Положение ВПТ настолько шатко. Они не могут рисковать из-за одного
слабого, не уверенного в себе человека.
- Господи, Пантея, неужели это не беспокоит вас?
Сник пригубила шерри.
- Да. Но я знала, на что иду, когда давала клятву. И вы тоже.
Дункан сделал глоток бурбона.
- Да ничего вы не знали. Никто из нас не знал. Мы не имели ни
малейшего представления о принципах ВПТ. Знали только, что они выступают
против правительства. А это весьма неопределенная позиция. Каковы конечные
цели? Какое правительство они сами хотят установить? Каковы шансы ВПТ
свергнуть тех, кто у власти? Размеры организации? А если это всего лишь
группа сопляков, играющих в повстанцев? Или она действительно
многочисленна и сильна?
Дункан еще глотнул бурбона, поставил стакан.
- Я по-настоящему устал бродить впотьмах, обдирая свою шкуру.

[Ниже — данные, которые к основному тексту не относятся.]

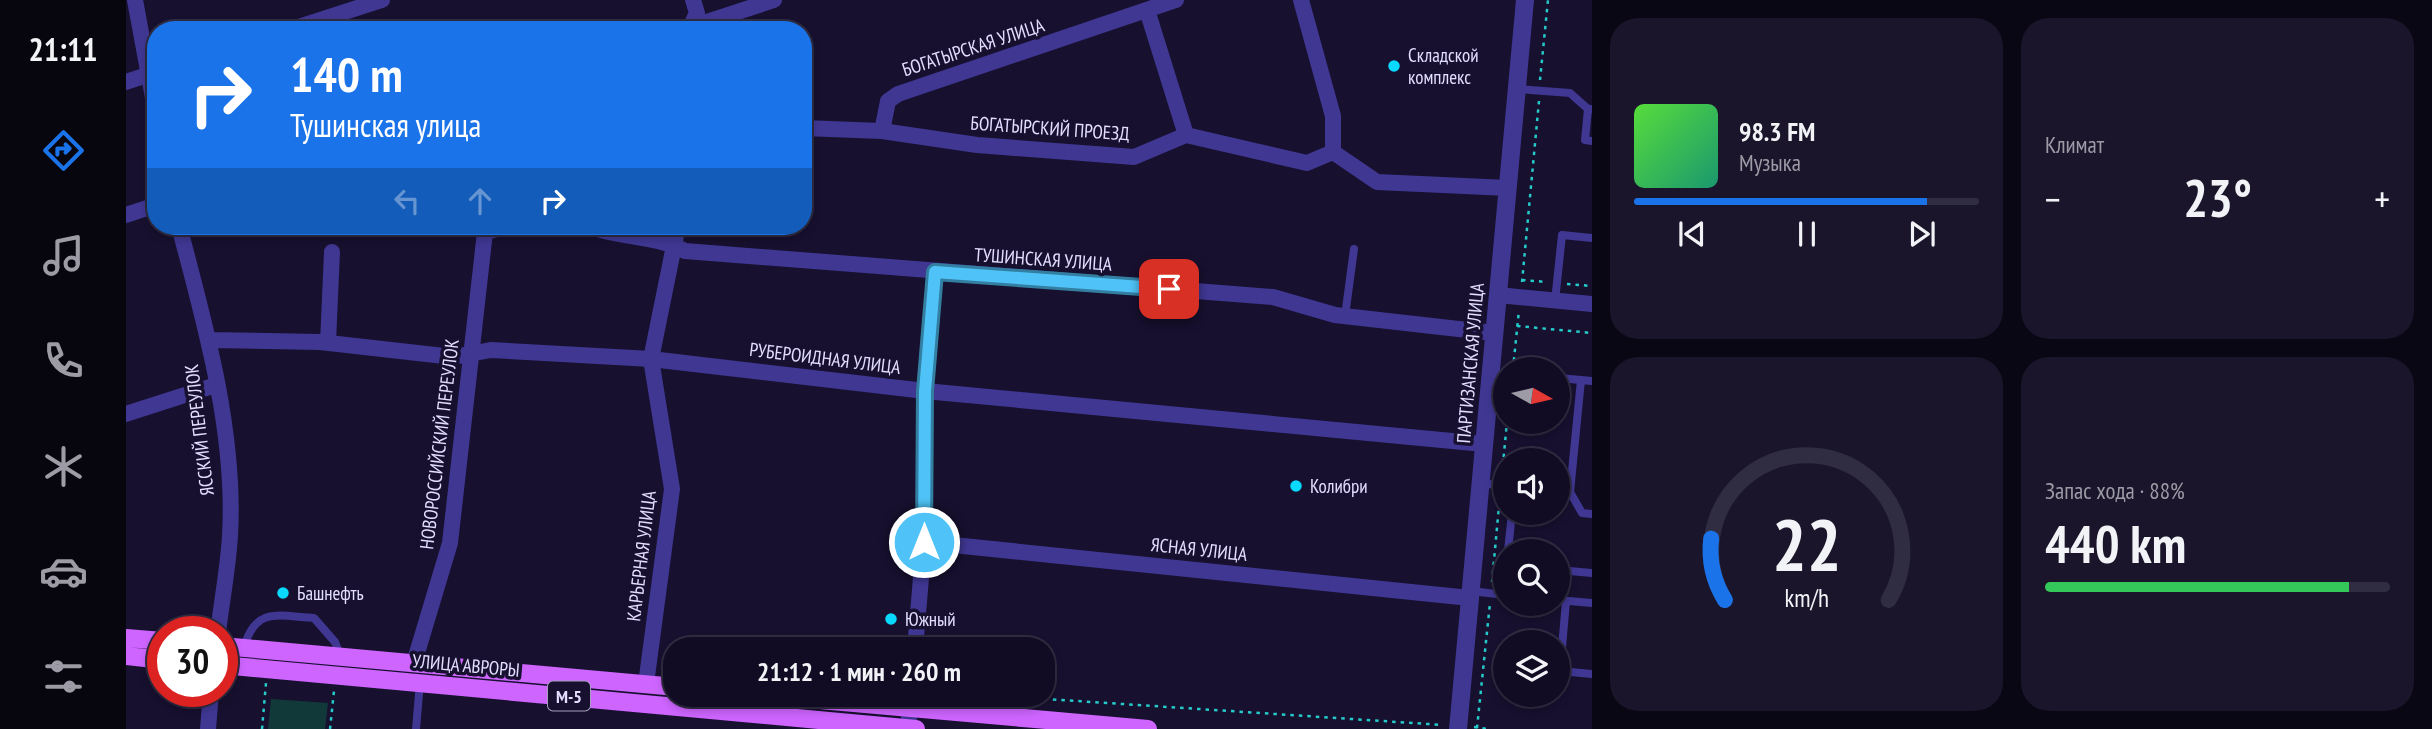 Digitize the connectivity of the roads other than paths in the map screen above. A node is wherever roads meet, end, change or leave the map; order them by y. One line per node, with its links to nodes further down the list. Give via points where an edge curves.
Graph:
1 (135, 0): 12 (street)
2 (382, 0): 9 (street)
3 (693, 0): 10 (street, via 697,13)
4 (774, 0): 11 (street)
5 (1176, 0): 8 (street, БОГАТЫРСКАЯ УЛИЦА)
6 (1301, 0): 21 (street, via 1333,116)
7 (1525, 0): 15 (street, ПАРТИЗАНСКАЯ УЛИЦА)
8 (1147, 10): 18 (street, БОГАТЫРСКАЯ УЛИЦА, via 898,93 888,101); 19 (street)
9 (317, 21)
10 (692, 21)
11 (711, 21)
12 (147, 52)
13 (147, 75): 14 (street)
14 (126, 82)
15 (1517, 89): 16 (lane, via 1570,93); 22 (street, ПАРТИЗАНСКАЯ УЛИЦА)
16 (1590, 109): 20 (lane, via 1585,140)
17 (812, 128): 18 (street)
18 (882, 131): 19 (street, БОГАТЫРСКИЙ ПРОЕЗД, via 977,145 1134,157)
19 (1186, 135): 21 (street, via 1307,163)
20 (1592, 141)
21 (1333, 152): 22 (street, via 1377,182)
22 (1508, 188): 34 (street, ПАРТИЗАНСКАЯ УЛИЦА)
23 (147, 208): 24 (street)
24 (126, 215)
25 (181, 235): 39 (street, ЯССКИЙ ПЕРЕУЛОК)
26 (483, 235): 41 (street, НОВОРОССИЙСКИЙ ПЕРЕУЛОК)
27 (620, 235): 30 (street, ТУШИНСКАЯ УЛИЦА)
28 (676, 235): 30 (street, КАРЬЕРНАЯ УЛИЦА)
29 (1592, 238): 35 (lane, via 1562,235)
30 (674, 245): 33 (street, ТУШИНСКАЯ УЛИЦА, via 685,251); 42 (street, КАРЬЕРНАЯ УЛИЦА)
31 (1354, 248): 37 (lane)
32 (332, 251): 40 (street)
33 (935, 272): 37 (street, ТУШИНСКАЯ УЛИЦА, via 1273,297); 47 (street)
34 (1498, 295): 35 (street); 38 (street, ПАРТИЗАНСКАЯ УЛИЦА)
35 (1555, 301): 36 (street)
36 (1592, 304)
37 (1345, 316): 38 (street, ТУШИНСКАЯ УЛИЦА)
38 (1494, 333): 49 (street, ПАРТИЗАНСКАЯ УЛИЦА, via 1494,372)
39 (209, 340): 40 (street, РУБЕРОИДНАЯ УЛИЦА); 46 (street, ЯССКИЙ ПЕРЕУЛОК)
40 (328, 343): 41 (street, РУБЕРОИДНАЯ УЛИЦА, via 453,357)
41 (473, 354): 42 (street, РУБЕРОИДНАЯ УЛИЦА, via 491,350); 71 (street, НОВОРОССИЙСКИЙ ПЕРЕУЛОК, via 450,543)
42 (651, 359): 47 (street, РУБЕРОИДНАЯ УЛИЦА); 75 (street, КАРЬЕРНАЯ УЛИЦА, via 672,489)
43 (1570, 379): 44 (lane)
44 (1581, 380): 45 (lane); 52 (lane)
45 (1592, 381)
46 (216, 386): 48 (street); 61 (street, ЯССКИЙ ПЕРЕУЛОК, via 228,464 230,535)
47 (925, 391): 49 (street, РУБЕРОИДНАЯ УЛИЦА); 54 (street)
48 (126, 414)
49 (1484, 443): 50 (street, ПАРТИЗАНСКАЯ УЛИЦА)
50 (1480, 483): 51 (lane); 58 (street, ПАРТИЗАНСКАЯ УЛИЦА)
51 (1493, 485)
52 (1570, 492): 53 (lane, via 1581,513)
53 (1592, 514)
54 (924, 542): 58 (street, ЯСНАЯ УЛИЦА); 63 (street)
55 (1570, 571): 56 (lane)
56 (1592, 573)
57 (1493, 593): 58 (lane)
58 (1470, 595): 85 (street, ПАРТИЗАНСКАЯ УЛИЦА)
59 (1570, 601): 60 (lane)
60 (1592, 603)
61 (220, 616)
62 (1562, 616): 73 (lane, via 1560,671)
63 (916, 637)
64 (126, 638): 65 (main road)
65 (147, 640)
66 (238, 647): 67 (main road, УЛИЦА АВРОРЫ / М-5)
67 (244, 648): 70 (main road, УЛИЦА АВРОРЫ / М-5); 70 (lane, via 247,635 267,615 314,618)
68 (126, 656): 69 (main road)
69 (147, 658)
70 (342, 658): 71 (main road, УЛИЦА АВРОРЫ / М-5)
71 (414, 663): 75 (main road, УЛИЦА АВРОРЫ / М-5)
72 (238, 665): 74 (main road, УЛИЦА АВРОРЫ / М-5)
73 (1592, 674)
74 (420, 682): 81 (lane); 82 (main road, УЛИЦА АВРОРЫ / М-5)
75 (646, 684): 76 (main road, УЛИЦА АВРОРЫ / М-5)
76 (663, 686)
77 (210, 707): 80 (street)
78 (910, 707): 82 (street)
79 (961, 707): 84 (main road)
80 (208, 729)
81 (416, 729)
82 (908, 729): 83 (main road, УЛИЦА АВРОРЫ / М-5)
83 (916, 729)
84 (1149, 729)
85 (1458, 729)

Сник не успела ответить. В таверне поднялся невероятный шум, все
вскочили, с криками и воплями хлопая в ладоши - на экране появились свежие
новости. На мониторе плыл текст новых правил и законов. В правом верхнем
углу экранов сменялись лица дикторов, читавших текст. Голоса их были не
слышны: крики посетителей таверны заглушали все.
Дункан склонился над столом, приблизив лицо к Кэбтэбу и Сник.
- Не понимаю, какого черта они так радуются? - громко сказал он.
- Видите ли, спутники будут следить за людьми только, когда они на
улицах, на мостах или в лодках! Как будто внутри башен мало понатыкано
мониторов! Почему не отменили слежку в таких городах, как Манхэттен? Это
что-то да значит! Там все просматривается со спутников!
- По всей видимости, правительство проявляет осторожность и, если
эксперимент удастся, его распространят и на открытые города? - сказала
Сник.
- Им не нужен успех эксперимента, - нахмурился Дункан.
Сник воздела руки:
- Что будет? Неужели эти люди превратятся в обезьян?
- Если эти крикуны зайдут слишком далеко, я сам заткну им глотки, -
прорычал Кэбтэб. Странно звучали подобные угрозы из уст обычно спокойного,
уравновешенного падре. Дункан подумают, что гиганта, наверно, просто
раздражают эти обезьяньи вопли и прыганье обитателей таверны.
Дункан снова посмотрел на экран. Всем гражданам вменялось в
обязанность получить распечатку текста с указом о "новом порядке",
внимательнейшим образом изучить его и вести себя соответственно. Надо
будет сделать это по приходе домой, заметил Дункан про себя. Можно не
сомневаться, что, как и всегда в подобных случаях, примерно тринадцать
процентов граждан не выполнят распоряжение властей. Проводимая уже почти
две тысячи облет правительственная кампания по обработке взрослого
населения, призванная внушить людям необходимость понимания политики
властей и полного энтузиазма в отношении к ней, так и не дала сколь-нибудь
заметных результатов. О ее совершенном провале говорил хотя бы тот факт,
что по статистике число людей, рождающихся политически индифферентными,
нисколько не уменьшилось. Лишь небольшое число людей было аполитично по
философским соображениям. Остальные аполитичны генетически.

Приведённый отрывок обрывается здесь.